DATA SECTION section start

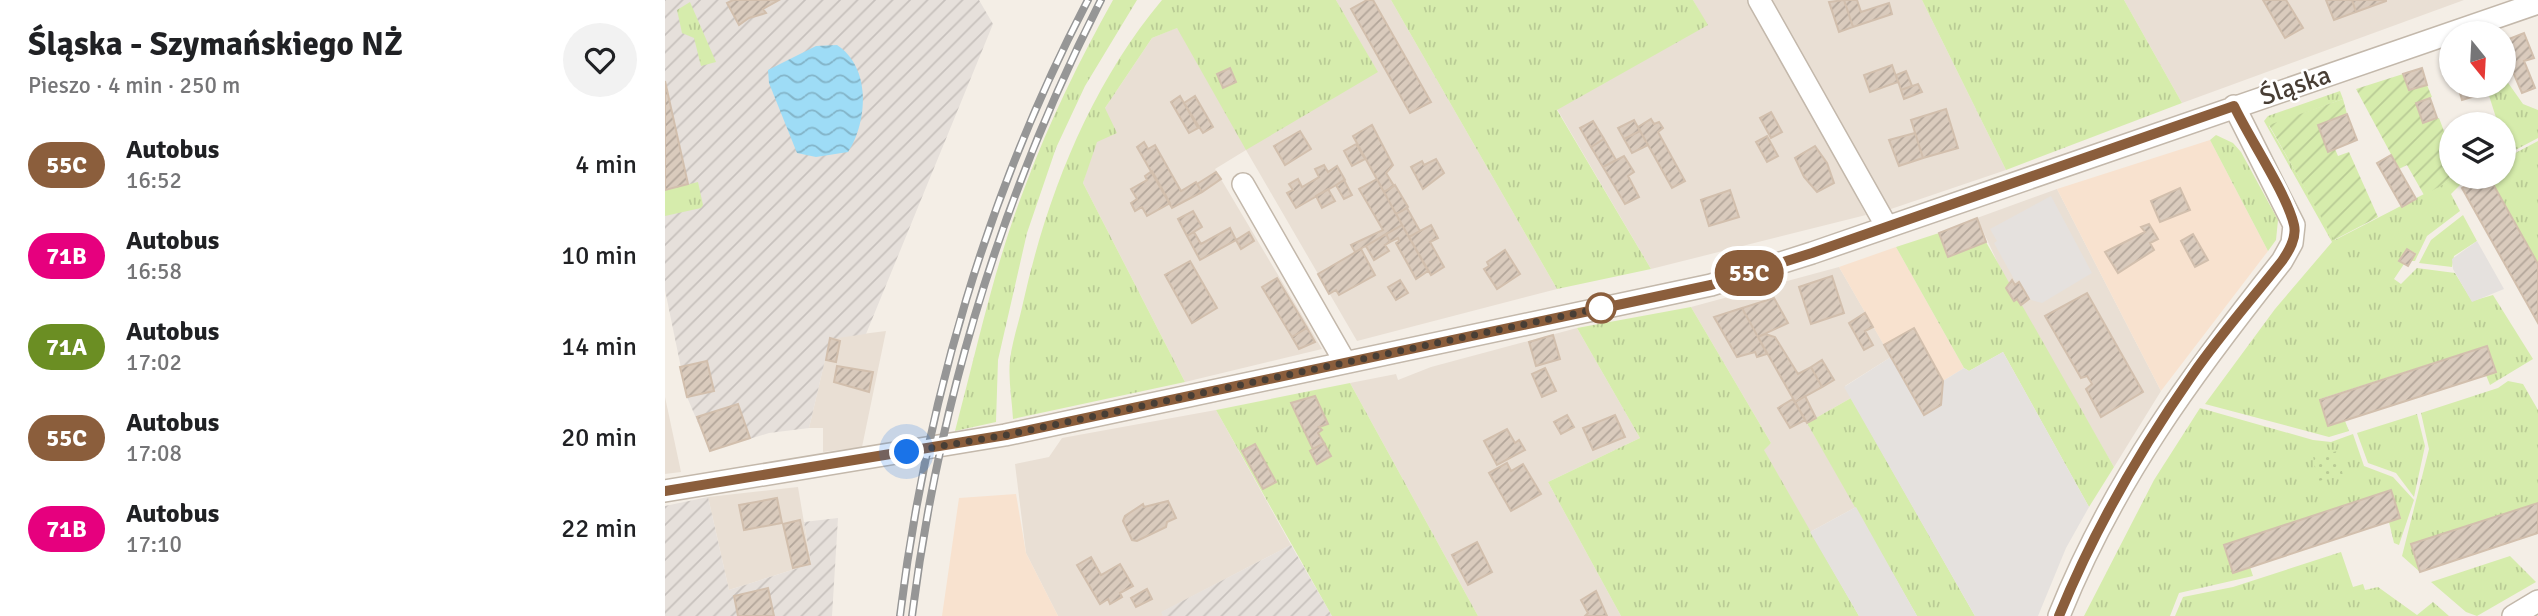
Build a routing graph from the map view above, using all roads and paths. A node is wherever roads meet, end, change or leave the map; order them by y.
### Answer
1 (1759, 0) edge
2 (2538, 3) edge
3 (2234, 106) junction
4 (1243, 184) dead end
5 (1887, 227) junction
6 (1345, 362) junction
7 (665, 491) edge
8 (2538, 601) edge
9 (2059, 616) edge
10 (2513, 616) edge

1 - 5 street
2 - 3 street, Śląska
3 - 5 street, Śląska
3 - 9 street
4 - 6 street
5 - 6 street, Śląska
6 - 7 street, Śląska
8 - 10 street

DATA SECTION section end
DATA SECTION section start

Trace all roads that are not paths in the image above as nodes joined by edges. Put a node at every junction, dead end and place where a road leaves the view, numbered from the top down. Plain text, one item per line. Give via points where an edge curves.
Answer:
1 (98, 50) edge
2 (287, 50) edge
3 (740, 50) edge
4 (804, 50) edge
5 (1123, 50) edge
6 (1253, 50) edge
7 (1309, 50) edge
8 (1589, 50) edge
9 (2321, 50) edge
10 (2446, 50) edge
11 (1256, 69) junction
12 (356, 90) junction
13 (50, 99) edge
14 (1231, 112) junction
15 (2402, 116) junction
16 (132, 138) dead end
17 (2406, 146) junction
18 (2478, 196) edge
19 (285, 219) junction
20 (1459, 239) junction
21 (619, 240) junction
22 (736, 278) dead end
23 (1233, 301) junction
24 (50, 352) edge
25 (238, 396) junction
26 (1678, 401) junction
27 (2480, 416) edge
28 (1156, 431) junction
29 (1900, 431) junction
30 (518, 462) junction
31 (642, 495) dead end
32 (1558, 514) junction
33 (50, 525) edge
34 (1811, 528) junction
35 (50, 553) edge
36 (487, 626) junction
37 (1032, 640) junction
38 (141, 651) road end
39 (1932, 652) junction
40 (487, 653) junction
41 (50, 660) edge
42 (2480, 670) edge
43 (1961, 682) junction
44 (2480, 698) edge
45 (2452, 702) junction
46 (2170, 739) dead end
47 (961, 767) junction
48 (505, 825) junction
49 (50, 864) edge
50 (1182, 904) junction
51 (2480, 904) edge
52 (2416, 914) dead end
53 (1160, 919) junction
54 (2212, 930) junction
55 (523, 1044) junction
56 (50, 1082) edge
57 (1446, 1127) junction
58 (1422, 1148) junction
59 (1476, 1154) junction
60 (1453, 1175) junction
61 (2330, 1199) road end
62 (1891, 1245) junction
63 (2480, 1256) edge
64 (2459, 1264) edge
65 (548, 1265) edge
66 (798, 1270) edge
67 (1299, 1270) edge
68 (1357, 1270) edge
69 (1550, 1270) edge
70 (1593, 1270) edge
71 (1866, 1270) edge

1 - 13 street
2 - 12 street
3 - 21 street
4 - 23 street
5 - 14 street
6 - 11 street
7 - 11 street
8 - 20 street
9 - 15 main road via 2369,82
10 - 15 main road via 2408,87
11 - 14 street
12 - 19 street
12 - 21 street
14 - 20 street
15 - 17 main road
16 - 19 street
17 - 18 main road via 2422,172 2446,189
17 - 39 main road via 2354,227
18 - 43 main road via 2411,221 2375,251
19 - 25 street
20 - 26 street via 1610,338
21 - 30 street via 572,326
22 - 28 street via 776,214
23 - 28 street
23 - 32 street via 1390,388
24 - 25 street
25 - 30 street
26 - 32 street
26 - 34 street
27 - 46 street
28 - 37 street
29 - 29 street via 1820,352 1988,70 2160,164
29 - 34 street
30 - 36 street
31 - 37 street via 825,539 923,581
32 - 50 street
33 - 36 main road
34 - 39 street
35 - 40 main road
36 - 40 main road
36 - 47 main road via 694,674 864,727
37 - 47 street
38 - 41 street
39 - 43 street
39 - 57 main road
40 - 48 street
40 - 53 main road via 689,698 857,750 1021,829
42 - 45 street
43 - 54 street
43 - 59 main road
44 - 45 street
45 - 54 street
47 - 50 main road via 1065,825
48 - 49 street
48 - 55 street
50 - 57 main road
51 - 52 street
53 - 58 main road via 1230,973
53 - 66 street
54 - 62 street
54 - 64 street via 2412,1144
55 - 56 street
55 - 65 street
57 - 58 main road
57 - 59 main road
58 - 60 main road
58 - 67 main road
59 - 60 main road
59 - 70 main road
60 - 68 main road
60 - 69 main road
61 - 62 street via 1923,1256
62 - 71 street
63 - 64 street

DATA SECTION section end

WHAT NEEDS TO BE DONE: Every line above that holds the string "from" should be copied into the answer.

WRITTEN RESPONSE:
Build a routing graph from the map view above, using all roads and paths. A node is wherever roads meet, end, change or leave the map; order them by y.
Trace all roads that are not paths in the image above as nodes joined by edges. Put a node at every junction, dead end and place where a road leaves the view, numbered from the top down. Plain text, one item per line. Give via points where an edge curves.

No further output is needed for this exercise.